WHAT THE EXERCISE ASKS:
The full set of records must be set down verbatim.

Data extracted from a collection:
/---

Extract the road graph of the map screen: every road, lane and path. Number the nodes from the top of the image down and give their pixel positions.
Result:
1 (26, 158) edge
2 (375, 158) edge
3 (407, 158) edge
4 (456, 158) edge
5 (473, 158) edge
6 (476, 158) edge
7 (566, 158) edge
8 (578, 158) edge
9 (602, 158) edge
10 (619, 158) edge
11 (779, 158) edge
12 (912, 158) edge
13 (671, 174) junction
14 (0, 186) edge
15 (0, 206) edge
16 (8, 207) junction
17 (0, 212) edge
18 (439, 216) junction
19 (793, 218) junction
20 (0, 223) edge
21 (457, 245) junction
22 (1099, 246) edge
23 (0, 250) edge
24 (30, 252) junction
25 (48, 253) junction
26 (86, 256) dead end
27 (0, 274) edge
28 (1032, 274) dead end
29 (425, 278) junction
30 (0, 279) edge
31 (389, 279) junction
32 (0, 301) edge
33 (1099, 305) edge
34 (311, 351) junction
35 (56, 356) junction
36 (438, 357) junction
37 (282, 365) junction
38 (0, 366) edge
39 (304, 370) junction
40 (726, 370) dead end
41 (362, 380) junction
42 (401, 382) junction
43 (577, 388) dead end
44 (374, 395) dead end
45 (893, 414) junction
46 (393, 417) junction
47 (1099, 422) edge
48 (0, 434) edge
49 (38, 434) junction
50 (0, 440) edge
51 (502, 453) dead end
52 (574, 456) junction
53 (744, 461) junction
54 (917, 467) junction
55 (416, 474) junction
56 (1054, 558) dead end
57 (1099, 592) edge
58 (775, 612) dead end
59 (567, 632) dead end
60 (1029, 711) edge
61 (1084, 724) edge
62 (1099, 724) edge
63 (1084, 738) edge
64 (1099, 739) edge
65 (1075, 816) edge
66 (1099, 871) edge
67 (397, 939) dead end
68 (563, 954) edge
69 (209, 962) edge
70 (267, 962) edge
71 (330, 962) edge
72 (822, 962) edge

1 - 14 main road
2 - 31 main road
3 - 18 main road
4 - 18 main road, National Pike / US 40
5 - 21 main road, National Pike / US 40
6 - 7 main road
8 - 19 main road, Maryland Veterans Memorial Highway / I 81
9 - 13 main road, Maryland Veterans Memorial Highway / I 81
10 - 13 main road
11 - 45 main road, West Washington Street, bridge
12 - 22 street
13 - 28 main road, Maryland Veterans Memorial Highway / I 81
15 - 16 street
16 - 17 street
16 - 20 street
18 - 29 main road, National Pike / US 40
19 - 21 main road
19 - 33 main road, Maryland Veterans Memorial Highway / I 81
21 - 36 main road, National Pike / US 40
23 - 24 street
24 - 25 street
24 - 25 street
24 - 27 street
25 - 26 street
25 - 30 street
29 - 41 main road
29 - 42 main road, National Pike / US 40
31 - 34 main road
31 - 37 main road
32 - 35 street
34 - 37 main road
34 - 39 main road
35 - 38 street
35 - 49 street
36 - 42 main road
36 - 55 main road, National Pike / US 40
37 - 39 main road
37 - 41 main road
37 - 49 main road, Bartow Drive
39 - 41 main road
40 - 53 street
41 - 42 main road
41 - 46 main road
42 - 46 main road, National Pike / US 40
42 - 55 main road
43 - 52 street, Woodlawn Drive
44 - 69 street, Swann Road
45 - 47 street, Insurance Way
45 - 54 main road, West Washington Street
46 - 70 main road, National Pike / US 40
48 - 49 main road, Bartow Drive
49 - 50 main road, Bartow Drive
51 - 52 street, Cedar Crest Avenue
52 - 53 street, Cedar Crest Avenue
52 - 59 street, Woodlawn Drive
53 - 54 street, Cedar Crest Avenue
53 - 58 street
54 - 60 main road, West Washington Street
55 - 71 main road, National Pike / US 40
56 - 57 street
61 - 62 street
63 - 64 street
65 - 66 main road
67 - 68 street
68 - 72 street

\---

RESPONSE:
Extract the road graph of the map screen: every road, lane and path. Number the nodes from the top of the image down and give their pixel positions.
Result:
1 (26, 158) edge
2 (375, 158) edge
3 (407, 158) edge
4 (456, 158) edge
5 (473, 158) edge
6 (476, 158) edge
7 (566, 158) edge
8 (578, 158) edge
9 (602, 158) edge
10 (619, 158) edge
11 (779, 158) edge
12 (912, 158) edge
13 (671, 174) junction
14 (0, 186) edge
15 (0, 206) edge
16 (8, 207) junction
17 (0, 212) edge
18 (439, 216) junction
19 (793, 218) junction
20 (0, 223) edge
21 (457, 245) junction
22 (1099, 246) edge
23 (0, 250) edge
24 (30, 252) junction
25 (48, 253) junction
26 (86, 256) dead end
27 (0, 274) edge
28 (1032, 274) dead end
29 (425, 278) junction
30 (0, 279) edge
31 (389, 279) junction
32 (0, 301) edge
33 (1099, 305) edge
34 (311, 351) junction
35 (56, 356) junction
36 (438, 357) junction
37 (282, 365) junction
38 (0, 366) edge
39 (304, 370) junction
40 (726, 370) dead end
41 (362, 380) junction
42 (401, 382) junction
43 (577, 388) dead end
44 (374, 395) dead end
45 (893, 414) junction
46 (393, 417) junction
47 (1099, 422) edge
48 (0, 434) edge
49 (38, 434) junction
50 (0, 440) edge
51 (502, 453) dead end
52 (574, 456) junction
53 (744, 461) junction
54 (917, 467) junction
55 (416, 474) junction
56 (1054, 558) dead end
57 (1099, 592) edge
58 (775, 612) dead end
59 (567, 632) dead end
60 (1029, 711) edge
61 (1084, 724) edge
62 (1099, 724) edge
63 (1084, 738) edge
64 (1099, 739) edge
65 (1075, 816) edge
66 (1099, 871) edge
67 (397, 939) dead end
68 (563, 954) edge
69 (209, 962) edge
70 (267, 962) edge
71 (330, 962) edge
72 (822, 962) edge

1 - 14 main road
2 - 31 main road
3 - 18 main road
4 - 18 main road, National Pike / US 40
5 - 21 main road, National Pike / US 40
6 - 7 main road
8 - 19 main road, Maryland Veterans Memorial Highway / I 81
9 - 13 main road, Maryland Veterans Memorial Highway / I 81
10 - 13 main road
11 - 45 main road, West Washington Street, bridge
12 - 22 street
13 - 28 main road, Maryland Veterans Memorial Highway / I 81
15 - 16 street
16 - 17 street
16 - 20 street
18 - 29 main road, National Pike / US 40
19 - 21 main road
19 - 33 main road, Maryland Veterans Memorial Highway / I 81
21 - 36 main road, National Pike / US 40
23 - 24 street
24 - 25 street
24 - 25 street
24 - 27 street
25 - 26 street
25 - 30 street
29 - 41 main road
29 - 42 main road, National Pike / US 40
31 - 34 main road
31 - 37 main road
32 - 35 street
34 - 37 main road
34 - 39 main road
35 - 38 street
35 - 49 street
36 - 42 main road
36 - 55 main road, National Pike / US 40
37 - 39 main road
37 - 41 main road
37 - 49 main road, Bartow Drive
39 - 41 main road
40 - 53 street
41 - 42 main road
41 - 46 main road
42 - 46 main road, National Pike / US 40
42 - 55 main road
43 - 52 street, Woodlawn Drive
44 - 69 street, Swann Road
45 - 47 street, Insurance Way
45 - 54 main road, West Washington Street
46 - 70 main road, National Pike / US 40
48 - 49 main road, Bartow Drive
49 - 50 main road, Bartow Drive
51 - 52 street, Cedar Crest Avenue
52 - 53 street, Cedar Crest Avenue
52 - 59 street, Woodlawn Drive
53 - 54 street, Cedar Crest Avenue
53 - 58 street
54 - 60 main road, West Washington Street
55 - 71 main road, National Pike / US 40
56 - 57 street
61 - 62 street
63 - 64 street
65 - 66 main road
67 - 68 street
68 - 72 street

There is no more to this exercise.